No. 12 – Gießen 46ers
- Position: Power forward
- League: ProA

Personal information
- Born: 1 May 1989 (age 37) Seeheim-Jugenheim, West Germany
- Listed height: 2.10 m (6 ft 11 in)
- Listed weight: 108 kg (238 lb)

Career information
- NBA draft: 2011: undrafted
- Playing career: 2005–present

Career history
- 2005–2008: TV Langen
- 2009–2011: ratiopharm Ulm
- 2011–2015: Bayern Munich
- 2015–2017: Zaragoza
- 2017–2018: S.Oliver Würzburg
- 2018–2019: Beşiktaş
- 2019–2021: Zaragoza
- 2021–2022: Fortitudo Bologna
- 2022–2023: Peñarol
- 2023–present: Giessen 46ers

Career highlights
- Bundesliga champion (2014); 6× BBL All-Star (2010–2014, 2018); 2x All-Bundesliga First Team (2010, 2018); All-Bundesliga Second Team (2011); Bundesliga Most Effective Player (2018);

= Robin Benzing =

German basketball player (born 1989)

Robin Clemens Benzing (born 25 January 1989) is a German professional basketball player for Giessen 46ers of the ProA. He is also a member of the Germany national basketball team. Standing at , he plays at the power forward position.

==Professional career==
Benzing played in Germany with TV Langen in the second-tier TV Langen until 2009. In 2008, he had signed a letter of intent with the University of Michigan, but eventually did not join the Wolverines due to NCAA initial eligibility requirements.
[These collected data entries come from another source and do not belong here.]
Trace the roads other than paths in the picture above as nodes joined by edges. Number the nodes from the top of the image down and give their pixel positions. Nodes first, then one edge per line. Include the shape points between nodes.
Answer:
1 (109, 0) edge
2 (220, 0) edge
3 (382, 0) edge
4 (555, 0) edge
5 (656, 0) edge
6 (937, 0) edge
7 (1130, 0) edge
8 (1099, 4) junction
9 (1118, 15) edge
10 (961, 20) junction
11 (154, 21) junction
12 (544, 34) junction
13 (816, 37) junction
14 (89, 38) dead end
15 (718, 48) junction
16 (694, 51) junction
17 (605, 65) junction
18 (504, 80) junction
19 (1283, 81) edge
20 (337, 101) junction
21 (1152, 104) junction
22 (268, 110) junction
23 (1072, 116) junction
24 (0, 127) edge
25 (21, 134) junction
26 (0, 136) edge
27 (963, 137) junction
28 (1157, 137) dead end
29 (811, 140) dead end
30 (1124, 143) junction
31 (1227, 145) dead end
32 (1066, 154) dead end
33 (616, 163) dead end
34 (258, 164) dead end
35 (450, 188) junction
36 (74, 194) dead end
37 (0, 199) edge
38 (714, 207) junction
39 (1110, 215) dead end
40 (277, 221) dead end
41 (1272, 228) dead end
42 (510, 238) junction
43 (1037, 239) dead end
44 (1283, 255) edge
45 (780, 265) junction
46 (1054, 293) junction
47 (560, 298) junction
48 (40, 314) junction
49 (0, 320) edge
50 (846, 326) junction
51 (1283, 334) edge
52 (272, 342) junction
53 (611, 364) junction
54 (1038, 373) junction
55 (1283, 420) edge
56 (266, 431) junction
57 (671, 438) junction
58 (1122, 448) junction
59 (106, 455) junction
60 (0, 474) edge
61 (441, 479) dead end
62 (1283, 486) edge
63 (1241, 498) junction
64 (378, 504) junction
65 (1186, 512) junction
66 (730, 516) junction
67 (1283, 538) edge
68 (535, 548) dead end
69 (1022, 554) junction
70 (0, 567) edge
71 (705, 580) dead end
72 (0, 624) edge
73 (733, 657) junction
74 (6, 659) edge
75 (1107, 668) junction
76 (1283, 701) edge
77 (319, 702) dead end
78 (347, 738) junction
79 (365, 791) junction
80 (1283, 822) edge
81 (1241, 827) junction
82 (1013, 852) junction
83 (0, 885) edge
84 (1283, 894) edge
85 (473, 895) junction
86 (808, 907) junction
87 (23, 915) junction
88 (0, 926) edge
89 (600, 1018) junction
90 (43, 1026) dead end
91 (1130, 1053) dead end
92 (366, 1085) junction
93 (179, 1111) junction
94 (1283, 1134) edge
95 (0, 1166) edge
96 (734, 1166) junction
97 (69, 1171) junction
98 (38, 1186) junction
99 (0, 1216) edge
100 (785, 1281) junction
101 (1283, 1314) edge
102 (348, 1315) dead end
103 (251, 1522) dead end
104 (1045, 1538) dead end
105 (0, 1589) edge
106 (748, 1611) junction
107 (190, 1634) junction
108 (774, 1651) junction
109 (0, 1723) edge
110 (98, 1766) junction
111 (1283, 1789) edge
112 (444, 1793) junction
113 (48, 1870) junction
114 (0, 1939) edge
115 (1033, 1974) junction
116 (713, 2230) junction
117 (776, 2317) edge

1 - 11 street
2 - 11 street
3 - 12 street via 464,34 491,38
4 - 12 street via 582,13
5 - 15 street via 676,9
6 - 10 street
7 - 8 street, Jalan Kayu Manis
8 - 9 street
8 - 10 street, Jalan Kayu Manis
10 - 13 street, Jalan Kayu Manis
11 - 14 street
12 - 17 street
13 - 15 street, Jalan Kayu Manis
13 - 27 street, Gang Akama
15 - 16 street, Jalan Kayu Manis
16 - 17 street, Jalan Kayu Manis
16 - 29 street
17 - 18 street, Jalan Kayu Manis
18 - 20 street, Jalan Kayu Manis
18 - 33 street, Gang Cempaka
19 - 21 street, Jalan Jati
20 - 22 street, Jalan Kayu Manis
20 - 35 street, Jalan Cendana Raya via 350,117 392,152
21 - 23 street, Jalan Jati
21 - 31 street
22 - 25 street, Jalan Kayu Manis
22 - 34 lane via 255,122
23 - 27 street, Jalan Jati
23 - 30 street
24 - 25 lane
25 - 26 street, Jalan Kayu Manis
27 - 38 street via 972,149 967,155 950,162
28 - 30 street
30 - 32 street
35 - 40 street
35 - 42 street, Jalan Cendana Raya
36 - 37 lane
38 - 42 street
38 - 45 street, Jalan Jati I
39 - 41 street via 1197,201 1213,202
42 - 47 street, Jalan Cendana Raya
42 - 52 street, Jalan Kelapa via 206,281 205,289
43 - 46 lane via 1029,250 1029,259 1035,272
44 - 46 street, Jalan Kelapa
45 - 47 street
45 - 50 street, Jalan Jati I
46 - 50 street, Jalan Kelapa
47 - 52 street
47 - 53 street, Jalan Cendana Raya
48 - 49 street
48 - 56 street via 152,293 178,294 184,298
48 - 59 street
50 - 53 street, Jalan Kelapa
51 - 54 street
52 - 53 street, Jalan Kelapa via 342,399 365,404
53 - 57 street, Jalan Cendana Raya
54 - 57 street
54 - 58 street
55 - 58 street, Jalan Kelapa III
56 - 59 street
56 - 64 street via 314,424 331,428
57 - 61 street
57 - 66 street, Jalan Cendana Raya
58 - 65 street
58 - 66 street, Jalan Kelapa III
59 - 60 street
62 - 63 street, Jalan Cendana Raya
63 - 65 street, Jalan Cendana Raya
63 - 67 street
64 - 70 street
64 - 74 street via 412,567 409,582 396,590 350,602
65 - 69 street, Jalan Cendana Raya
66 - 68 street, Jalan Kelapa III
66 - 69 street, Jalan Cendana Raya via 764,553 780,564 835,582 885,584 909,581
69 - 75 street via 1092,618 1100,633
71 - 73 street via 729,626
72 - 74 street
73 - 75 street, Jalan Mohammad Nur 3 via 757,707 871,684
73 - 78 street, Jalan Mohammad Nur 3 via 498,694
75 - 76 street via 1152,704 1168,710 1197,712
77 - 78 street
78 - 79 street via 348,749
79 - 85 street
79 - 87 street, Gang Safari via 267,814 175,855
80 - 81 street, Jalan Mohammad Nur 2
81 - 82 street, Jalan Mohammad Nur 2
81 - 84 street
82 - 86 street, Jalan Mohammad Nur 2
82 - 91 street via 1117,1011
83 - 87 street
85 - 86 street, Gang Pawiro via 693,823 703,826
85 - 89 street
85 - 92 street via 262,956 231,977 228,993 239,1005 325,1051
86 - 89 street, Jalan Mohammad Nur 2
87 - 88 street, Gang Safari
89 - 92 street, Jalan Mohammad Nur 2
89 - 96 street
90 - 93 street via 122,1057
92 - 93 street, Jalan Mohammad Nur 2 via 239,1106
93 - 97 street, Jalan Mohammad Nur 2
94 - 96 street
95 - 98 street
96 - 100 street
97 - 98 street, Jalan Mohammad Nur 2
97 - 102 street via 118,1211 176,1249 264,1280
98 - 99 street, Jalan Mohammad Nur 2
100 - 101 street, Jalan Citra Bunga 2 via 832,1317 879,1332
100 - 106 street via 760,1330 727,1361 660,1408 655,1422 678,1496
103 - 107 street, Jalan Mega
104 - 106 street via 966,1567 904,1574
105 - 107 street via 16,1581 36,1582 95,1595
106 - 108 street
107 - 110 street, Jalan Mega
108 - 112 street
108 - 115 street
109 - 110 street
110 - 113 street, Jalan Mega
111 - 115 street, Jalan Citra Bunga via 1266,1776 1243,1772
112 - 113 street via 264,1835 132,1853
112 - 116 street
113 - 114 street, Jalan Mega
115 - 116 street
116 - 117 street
From 2009 to 2011, Benzing played for Ratiopharm Ulm in Germany's Basketball Bundesliga, followed by a four-year stint at Bayern Munich. On 30 June 2015 he signed a two-year deal with CAI Zaragoza of the Spanish Liga ACB. After two years playing in Spain, he returned to his home country in September 2017, signing a three-year contract with S.Oliver Würzburg. Benzing averaged 17.2 points and 4.1 rebounds per game in the 2017-18 season. On 4 September he signed a one-month deal with Beşiktaş, with an option for nine additional months.

On 27 July 2019 he signed a one-year deal with Casademont Zaragoza of the Liga ACB. Benzing re-signed with the team on 11 June 2020.
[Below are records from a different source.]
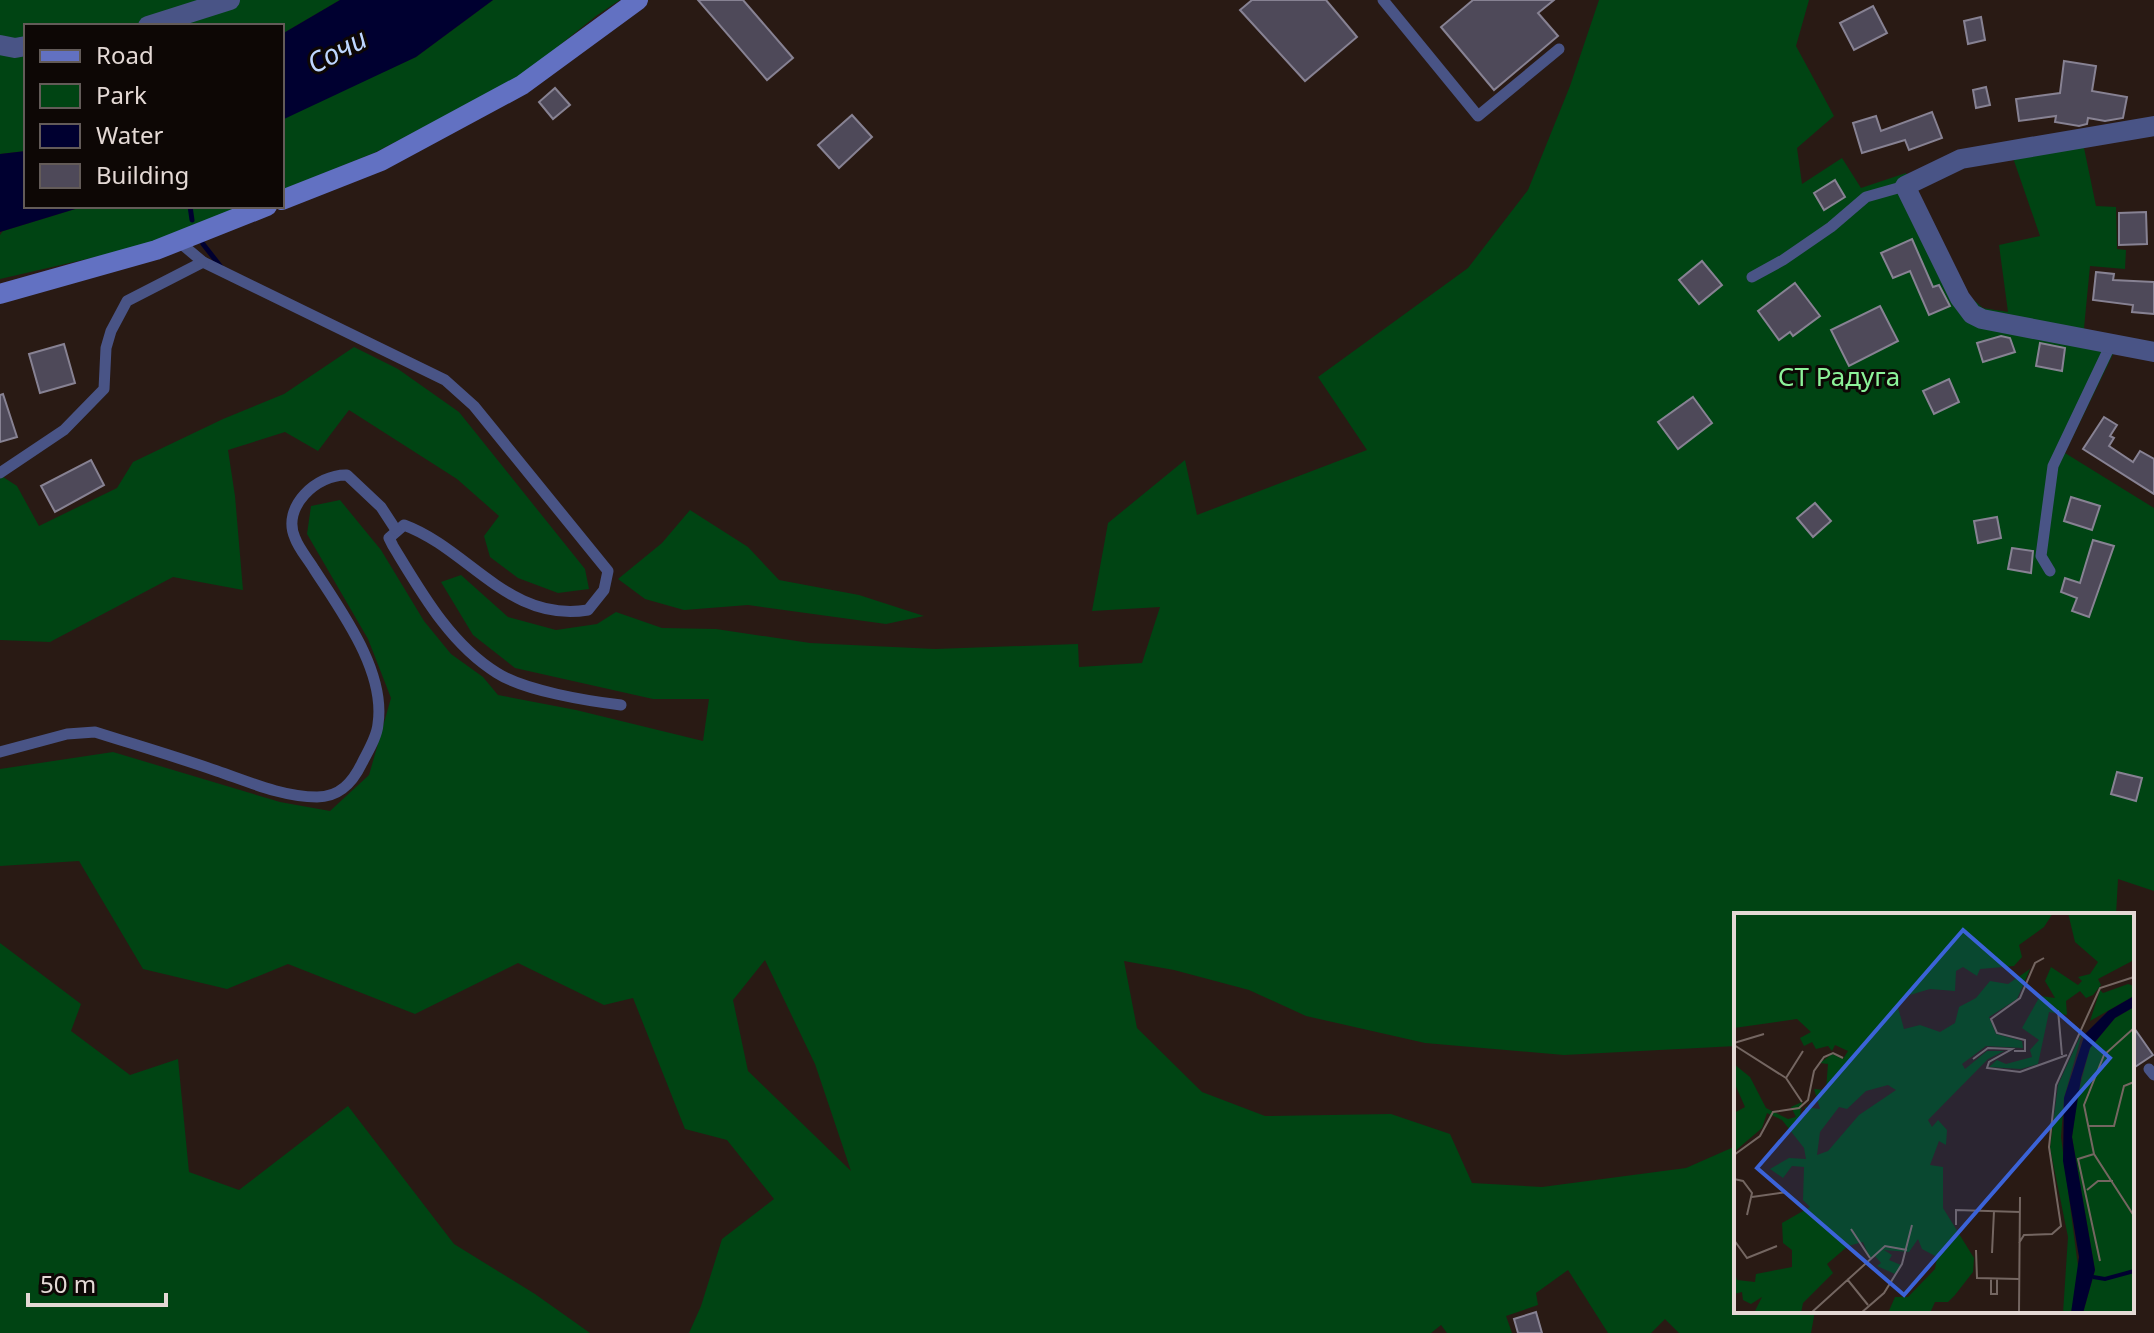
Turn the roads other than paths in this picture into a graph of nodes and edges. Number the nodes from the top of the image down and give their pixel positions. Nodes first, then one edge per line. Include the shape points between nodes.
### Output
1 (230, 0) edge
2 (638, 0) edge
3 (1389, 2) edge
4 (154, 24) edge
5 (0, 45) edge
6 (24, 46) edge
7 (1559, 49) dead end
8 (2154, 126) edge
9 (1905, 186) junction
10 (284, 199) edge
11 (262, 208) edge
12 (178, 241) junction
13 (203, 262) junction
14 (1752, 277) dead end
15 (0, 294) edge
16 (2111, 344) junction
17 (2154, 352) edge
18 (0, 473) edge
19 (396, 530) junction
20 (2050, 571) dead end
21 (621, 705) dead end
22 (0, 752) edge

1 - 4 street
2 - 10 street via 522,85 381,161
3 - 7 lane via 1478,116
5 - 6 street
8 - 9 street via 1961,159
9 - 14 lane via 1866,197 1831,227
9 - 16 street via 1972,314
11 - 12 street
12 - 13 lane
12 - 15 street
13 - 18 lane via 127,301 106,348 104,389 64,430
13 - 19 lane via 445,380 474,406 608,571 604,590 588,610 566,614 502,591 420,531 404,525
16 - 17 street
16 - 20 lane via 2053,466 2041,556
19 - 21 lane via 389,538 426,601 482,663 500,676 544,690
19 - 22 lane via 381,507 347,475 320,482 300,499 291,520 294,538 370,666 379,723 347,787 318,797 276,791 95,732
On 10 August 2021 Benzig signed with Fortitudo Bologna in the Italian Lega Basket Serie A.

In November 2022, Benzing joined Peñarol of the Liga Uruguaya de Básquetbol (LUB).
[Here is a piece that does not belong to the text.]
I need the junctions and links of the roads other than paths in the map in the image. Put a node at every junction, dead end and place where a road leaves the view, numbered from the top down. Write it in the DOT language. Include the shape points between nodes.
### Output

For the 2023/24 season, Benzing returned to Germany to join the Giessen 46ers in the German ProA.

==German national team==
Benzing has been a member of the German national under-18 and German national under-20 teams. He played in the 2007 FIBA Europe Under-18 Championship and the 2009 FIBA Europe Under-20 Championship, where he was the tournament's leading scorer with 22.2 points per game. In 2009, he made his debut for the senior Germany national basketball team in the EuroBasket 2009. He also played the EuroBasket 2011, 2013, 2015, 2017 and the 2010 FIBA World Championship.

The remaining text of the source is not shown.